## Try it
Scan the data below for the string "street". Show every line where it turns up.

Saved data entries
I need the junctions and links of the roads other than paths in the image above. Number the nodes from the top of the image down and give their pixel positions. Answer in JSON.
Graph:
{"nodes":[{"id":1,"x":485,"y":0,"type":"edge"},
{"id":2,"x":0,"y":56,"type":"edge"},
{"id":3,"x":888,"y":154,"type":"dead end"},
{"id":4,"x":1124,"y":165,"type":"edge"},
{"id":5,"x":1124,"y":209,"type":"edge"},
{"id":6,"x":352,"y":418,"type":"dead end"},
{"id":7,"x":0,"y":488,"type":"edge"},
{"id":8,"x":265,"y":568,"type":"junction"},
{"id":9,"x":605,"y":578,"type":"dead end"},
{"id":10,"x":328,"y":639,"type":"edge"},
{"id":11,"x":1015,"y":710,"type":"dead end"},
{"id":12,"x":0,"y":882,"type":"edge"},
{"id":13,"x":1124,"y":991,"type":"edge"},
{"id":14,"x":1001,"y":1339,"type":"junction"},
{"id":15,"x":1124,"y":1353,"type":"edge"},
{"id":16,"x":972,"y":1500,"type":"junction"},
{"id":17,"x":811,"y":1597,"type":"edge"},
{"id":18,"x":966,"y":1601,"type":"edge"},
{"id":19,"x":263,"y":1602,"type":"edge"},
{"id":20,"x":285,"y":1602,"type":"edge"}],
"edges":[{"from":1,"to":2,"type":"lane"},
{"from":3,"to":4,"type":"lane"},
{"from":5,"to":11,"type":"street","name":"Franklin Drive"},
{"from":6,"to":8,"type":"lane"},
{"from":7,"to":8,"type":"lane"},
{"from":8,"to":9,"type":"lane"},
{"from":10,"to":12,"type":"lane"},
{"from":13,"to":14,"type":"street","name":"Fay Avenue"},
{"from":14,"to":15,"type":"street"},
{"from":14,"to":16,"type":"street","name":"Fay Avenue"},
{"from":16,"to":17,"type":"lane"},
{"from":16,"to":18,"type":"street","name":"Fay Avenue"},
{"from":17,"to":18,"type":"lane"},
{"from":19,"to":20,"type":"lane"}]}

## Worked solution
{"from":5,"to":11,"type":"street","name":"Franklin Drive"},
{"from":13,"to":14,"type":"street","name":"Fay Avenue"},
{"from":14,"to":15,"type":"street"},
{"from":14,"to":16,"type":"street","name":"Fay Avenue"},
{"from":16,"to":18,"type":"street","name":"Fay Avenue"},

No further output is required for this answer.